> **Exercise brief**: All of the data should be reproduced word for word, though its pictures must be omitted.

+ + +

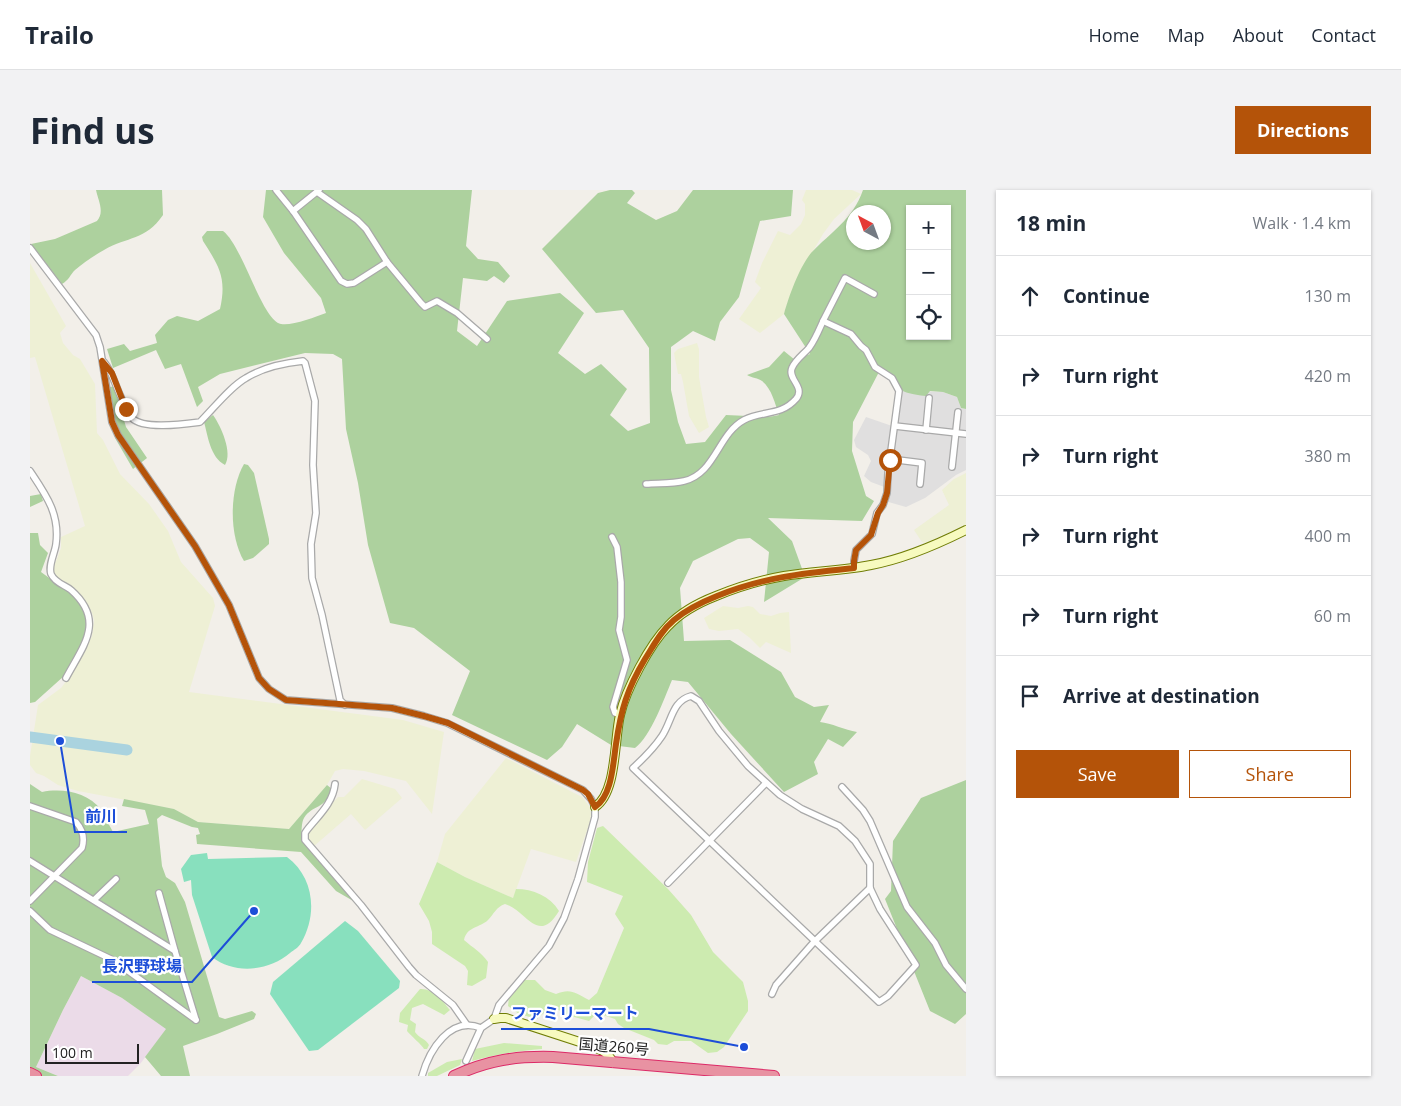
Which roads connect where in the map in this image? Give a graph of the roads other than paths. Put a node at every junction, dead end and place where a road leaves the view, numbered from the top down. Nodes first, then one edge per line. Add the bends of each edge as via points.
1 (276, 190) edge
2 (318, 191) edge
3 (293, 211) junction
4 (30, 248) edge
5 (387, 262) junction
6 (874, 294) dead end
7 (823, 321) junction
8 (487, 339) dead end
9 (102, 361) junction
10 (930, 398) dead end
11 (958, 412) dead end
12 (896, 426) junction
13 (926, 430) junction
14 (956, 433) junction
15 (966, 434) edge
16 (890, 460) junction
17 (952, 467) dead end
18 (30, 471) edge
19 (646, 484) dead end
20 (920, 484) dead end
21 (966, 530) edge
22 (612, 537) dead end
23 (854, 568) junction
24 (66, 678) dead end
25 (345, 705) junction
26 (620, 715) junction
27 (766, 783) junction
28 (334, 784) dead end
29 (842, 787) dead end
30 (30, 806) edge
31 (595, 807) junction
32 (709, 840) junction
33 (30, 861) edge
34 (55, 876) junction
35 (116, 879) dead end
36 (668, 884) dead end
37 (870, 888) junction
38 (159, 894) dead end
39 (94, 900) junction
40 (30, 901) edge
41 (30, 911) edge
42 (814, 942) junction
43 (175, 951) junction
44 (966, 989) edge
45 (772, 994) dead end
46 (494, 1020) junction
47 (466, 1025) junction
48 (482, 1028) junction
49 (466, 1061) dead end
50 (613, 1063) junction
51 (30, 1073) edge
52 (704, 1073) edge
53 (36, 1076) edge
54 (422, 1076) edge
55 (454, 1076) edge
56 (774, 1076) edge

1 - 3 street
2 - 3 street
2 - 5 street via 366,229
3 - 5 street via 347,284
4 - 9 street via 91,328 100,347
5 - 8 street via 425,306 438,301
6 - 7 street via 845,278
7 - 12 street via 851,334 875,366 894,382 900,391
7 - 19 street via 812,344 792,367 791,373 799,390 797,398 780,411 744,420 727,434 708,466 692,478
9 - 25 street via 112,422 118,435 178,519 217,584 259,678 286,700
9 - 25 street via 112,373 132,419 149,425 200,422 246,377 292,362 305,363 315,401 313,465 316,514 311,544 312,578 340,700
10 - 13 street
11 - 14 street
12 - 13 street
12 - 16 street
13 - 14 street
14 - 15 street
14 - 17 street
16 - 20 street via 922,463
16 - 23 street via 883,505 871,535 856,550
18 - 24 street via 56,516 51,573 57,582 74,593 91,621 88,636
21 - 23 street via 898,559
22 - 26 street via 617,547 621,582 618,630 627,660 613,707
23 - 26 street via 785,576 750,584 686,611 658,637 634,680
25 - 31 street via 392,708 448,723 583,790
26 - 31 street via 608,785 602,802
27 - 32 street
27 - 32 street via 727,742 698,701 691,696 679,702 663,734 634,768
27 - 37 street via 802,810 831,821 847,832 870,864
28 - 47 street via 330,802 305,833 305,840 409,967 454,1005
29 - 44 street via 870,820 910,912
30 - 34 street via 80,826 84,840 82,848
31 - 46 street via 594,826 564,918 549,946 499,1005
32 - 36 street
32 - 42 street
33 - 34 street
34 - 39 street
34 - 40 street
35 - 39 street
37 - 42 street
37 - 42 street via 916,965 888,996 879,1002
38 - 43 street
39 - 43 street
41 - 43 street via 50,930 114,960 196,1020
42 - 45 street via 776,985
46 - 48 street
46 - 50 street via 506,1018 592,1046 610,1056
47 - 48 street
47 - 54 street via 451,1030 437,1042
48 - 49 street
50 - 52 highway, 国道260号
50 - 55 highway, 国道260号 via 523,1056 495,1060
51 - 53 highway
52 - 56 highway, 国道260号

+ + +

> **Expected answer**:
Which roads connect where in the map in this image? Give a graph of the roads other than paths. Put a node at every junction, dead end and place where a road leaves the view, numbered from the top down. Nodes first, then one edge per line. Add the bends of each edge as via points.
1 (276, 190) edge
2 (318, 191) edge
3 (293, 211) junction
4 (30, 248) edge
5 (387, 262) junction
6 (874, 294) dead end
7 (823, 321) junction
8 (487, 339) dead end
9 (102, 361) junction
10 (930, 398) dead end
11 (958, 412) dead end
12 (896, 426) junction
13 (926, 430) junction
14 (956, 433) junction
15 (966, 434) edge
16 (890, 460) junction
17 (952, 467) dead end
18 (30, 471) edge
19 (646, 484) dead end
20 (920, 484) dead end
21 (966, 530) edge
22 (612, 537) dead end
23 (854, 568) junction
24 (66, 678) dead end
25 (345, 705) junction
26 (620, 715) junction
27 (766, 783) junction
28 (334, 784) dead end
29 (842, 787) dead end
30 (30, 806) edge
31 (595, 807) junction
32 (709, 840) junction
33 (30, 861) edge
34 (55, 876) junction
35 (116, 879) dead end
36 (668, 884) dead end
37 (870, 888) junction
38 (159, 894) dead end
39 (94, 900) junction
40 (30, 901) edge
41 (30, 911) edge
42 (814, 942) junction
43 (175, 951) junction
44 (966, 989) edge
45 (772, 994) dead end
46 (494, 1020) junction
47 (466, 1025) junction
48 (482, 1028) junction
49 (466, 1061) dead end
50 (613, 1063) junction
51 (30, 1073) edge
52 (704, 1073) edge
53 (36, 1076) edge
54 (422, 1076) edge
55 (454, 1076) edge
56 (774, 1076) edge

1 - 3 street
2 - 3 street
2 - 5 street via 366,229
3 - 5 street via 347,284
4 - 9 street via 91,328 100,347
5 - 8 street via 425,306 438,301
6 - 7 street via 845,278
7 - 12 street via 851,334 875,366 894,382 900,391
7 - 19 street via 812,344 792,367 791,373 799,390 797,398 780,411 744,420 727,434 708,466 692,478
9 - 25 street via 112,422 118,435 178,519 217,584 259,678 286,700
9 - 25 street via 112,373 132,419 149,425 200,422 246,377 292,362 305,363 315,401 313,465 316,514 311,544 312,578 340,700
10 - 13 street
11 - 14 street
12 - 13 street
12 - 16 street
13 - 14 street
14 - 15 street
14 - 17 street
16 - 20 street via 922,463
16 - 23 street via 883,505 871,535 856,550
18 - 24 street via 56,516 51,573 57,582 74,593 91,621 88,636
21 - 23 street via 898,559
22 - 26 street via 617,547 621,582 618,630 627,660 613,707
23 - 26 street via 785,576 750,584 686,611 658,637 634,680
25 - 31 street via 392,708 448,723 583,790
26 - 31 street via 608,785 602,802
27 - 32 street
27 - 32 street via 727,742 698,701 691,696 679,702 663,734 634,768
27 - 37 street via 802,810 831,821 847,832 870,864
28 - 47 street via 330,802 305,833 305,840 409,967 454,1005
29 - 44 street via 870,820 910,912
30 - 34 street via 80,826 84,840 82,848
31 - 46 street via 594,826 564,918 549,946 499,1005
32 - 36 street
32 - 42 street
33 - 34 street
34 - 39 street
34 - 40 street
35 - 39 street
37 - 42 street
37 - 42 street via 916,965 888,996 879,1002
38 - 43 street
39 - 43 street
41 - 43 street via 50,930 114,960 196,1020
42 - 45 street via 776,985
46 - 48 street
46 - 50 street via 506,1018 592,1046 610,1056
47 - 48 street
47 - 54 street via 451,1030 437,1042
48 - 49 street
50 - 52 highway, 国道260号
50 - 55 highway, 国道260号 via 523,1056 495,1060
51 - 53 highway
52 - 56 highway, 国道260号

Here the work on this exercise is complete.